Sementara itu, Prof. Yanto Santosa dari IPB memaparkan data statistik dan fakta sejarah, sawit bukan merupakan penyebab langsung dari penggundulan hutan hujan tropis di Indonesia.
Menghilangnya hutan hujan tropis secara drastis disebabkan oleh kebijakan transmigrasi pada 1960-an, penerbitan Hak Pengusahaan Hutan (HPH) pada 1970an, dan kebakaran hutan yang masif.
“Komoditas transmigrasi pada mulanya bukan sawit, tapi kopi, cokelat, kemiri, lada, dan hasil perkebunan lainnya. Namun orang cenderung membandingkan antara dahulu dan sekarang semata, namun melupakan runtutan sejarahnya. Justru sawit mulai ditanam berkontribusi menghijaukan kembali hutan gundul pada 1980-an,” kata Guru Besar IPB itu.
Lebih lanjut, perusahaan energi ST1 Norway menyatakan sedikitnya 40 persen dari total biofuel digunakan di wilayah Nordik. Sayangnya, deforestasi mengakibatkan minyak sawit mendapatkan penolakan yang cukup serius di Norwegia.
Hal ini dibenarkan oleh Nestle Norway yang menjadi menjadi target kampanye lingkungan hidup Greenpeace pada 2010.
Sejak itu, Nestle menjadi anggota Roundtableon Sustainable Palm Oil (RSPO) dan menargetkan 100 persen memakai produk sawit tersertifikasi pada 2020.
Bicara perihal sertifikasi sawit, Waketum GAPKI Togar Sitanggang menanggapi, sertifikasi sawit harus berasal dari negara asal, karena mewakili kepentingan petani dan industri setempat.
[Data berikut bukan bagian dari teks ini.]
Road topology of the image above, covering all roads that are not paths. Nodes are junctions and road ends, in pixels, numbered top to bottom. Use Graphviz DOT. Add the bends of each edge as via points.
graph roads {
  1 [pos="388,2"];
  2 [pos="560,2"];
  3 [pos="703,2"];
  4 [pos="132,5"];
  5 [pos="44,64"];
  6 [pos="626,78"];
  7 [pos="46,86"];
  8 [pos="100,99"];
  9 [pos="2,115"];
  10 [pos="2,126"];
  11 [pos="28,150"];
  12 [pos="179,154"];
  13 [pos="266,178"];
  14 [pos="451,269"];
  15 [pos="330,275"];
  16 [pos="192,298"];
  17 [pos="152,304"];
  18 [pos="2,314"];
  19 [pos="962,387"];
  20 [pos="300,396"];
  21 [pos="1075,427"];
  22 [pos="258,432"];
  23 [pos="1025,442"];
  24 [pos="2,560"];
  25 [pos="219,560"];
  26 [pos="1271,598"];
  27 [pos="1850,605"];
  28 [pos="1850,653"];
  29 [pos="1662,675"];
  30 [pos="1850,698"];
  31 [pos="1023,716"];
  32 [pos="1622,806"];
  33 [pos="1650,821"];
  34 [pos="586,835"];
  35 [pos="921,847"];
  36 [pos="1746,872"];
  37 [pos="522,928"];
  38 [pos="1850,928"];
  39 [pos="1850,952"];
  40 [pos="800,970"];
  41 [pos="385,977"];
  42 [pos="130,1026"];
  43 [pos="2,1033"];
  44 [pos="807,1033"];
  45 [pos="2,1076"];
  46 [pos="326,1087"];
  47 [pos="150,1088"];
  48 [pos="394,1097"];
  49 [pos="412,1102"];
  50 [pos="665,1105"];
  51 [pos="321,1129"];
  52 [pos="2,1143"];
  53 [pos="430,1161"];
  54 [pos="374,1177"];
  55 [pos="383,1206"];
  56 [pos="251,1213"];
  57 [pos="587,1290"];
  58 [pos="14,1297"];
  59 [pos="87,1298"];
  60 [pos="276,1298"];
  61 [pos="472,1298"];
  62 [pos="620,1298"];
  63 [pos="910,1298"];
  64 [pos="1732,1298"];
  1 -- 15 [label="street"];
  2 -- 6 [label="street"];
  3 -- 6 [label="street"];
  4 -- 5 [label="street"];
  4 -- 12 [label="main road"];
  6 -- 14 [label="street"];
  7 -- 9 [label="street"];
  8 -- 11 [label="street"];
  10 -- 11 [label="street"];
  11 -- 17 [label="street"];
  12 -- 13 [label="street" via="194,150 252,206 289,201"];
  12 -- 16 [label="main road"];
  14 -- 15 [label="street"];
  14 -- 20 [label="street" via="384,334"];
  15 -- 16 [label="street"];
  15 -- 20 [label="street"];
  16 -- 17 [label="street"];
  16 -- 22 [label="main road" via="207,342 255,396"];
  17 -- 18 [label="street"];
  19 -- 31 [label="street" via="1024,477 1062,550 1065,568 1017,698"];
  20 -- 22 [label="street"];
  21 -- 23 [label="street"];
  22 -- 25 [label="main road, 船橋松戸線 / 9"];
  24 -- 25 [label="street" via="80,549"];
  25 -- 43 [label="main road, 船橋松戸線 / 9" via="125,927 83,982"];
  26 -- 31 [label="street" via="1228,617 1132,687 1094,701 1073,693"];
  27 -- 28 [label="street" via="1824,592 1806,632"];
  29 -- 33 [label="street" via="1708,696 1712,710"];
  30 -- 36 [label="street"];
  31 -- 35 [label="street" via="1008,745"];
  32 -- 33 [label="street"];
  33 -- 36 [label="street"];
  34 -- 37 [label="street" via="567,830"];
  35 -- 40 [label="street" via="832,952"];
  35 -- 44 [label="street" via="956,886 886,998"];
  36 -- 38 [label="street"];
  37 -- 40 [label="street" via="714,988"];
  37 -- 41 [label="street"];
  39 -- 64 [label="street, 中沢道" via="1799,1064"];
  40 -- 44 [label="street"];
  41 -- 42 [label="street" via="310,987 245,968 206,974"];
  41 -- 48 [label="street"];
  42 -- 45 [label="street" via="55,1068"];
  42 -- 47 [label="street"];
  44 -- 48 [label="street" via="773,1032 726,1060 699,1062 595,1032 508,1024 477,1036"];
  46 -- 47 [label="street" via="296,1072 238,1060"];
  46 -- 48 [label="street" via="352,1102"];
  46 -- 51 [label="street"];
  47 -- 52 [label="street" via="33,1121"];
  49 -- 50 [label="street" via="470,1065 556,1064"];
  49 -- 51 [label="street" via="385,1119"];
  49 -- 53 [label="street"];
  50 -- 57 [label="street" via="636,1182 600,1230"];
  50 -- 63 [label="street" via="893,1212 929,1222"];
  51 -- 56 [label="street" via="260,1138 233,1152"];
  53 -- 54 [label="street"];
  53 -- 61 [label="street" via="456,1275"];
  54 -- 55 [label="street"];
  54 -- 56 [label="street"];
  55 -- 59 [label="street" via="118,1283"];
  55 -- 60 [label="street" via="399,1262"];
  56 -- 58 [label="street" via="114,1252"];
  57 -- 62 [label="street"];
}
Penerbitan sertifikasi sawit Indonesian Sustainable Palm Oil (ISPO) terus meningkat pada 2013-2018.
Menurut Prof. Pietro Paganini dari John Cabot University Roma, serangan kampanye negatif merata di seluruh negara di Eropa. Persepsi sawit yang terus memburuk di Eropa dimanfaatkan oleh sejumlah perusahaan sebagai strategi pemasaran.
“Perusahaan-perusahaan itu hanya memanfaatkan kampanye sawit negatif untuk mengejar keuntungan semata, tapi tidak berkontribusi terhadap keanekaragaman hayati dan keberlanjutan," katanya.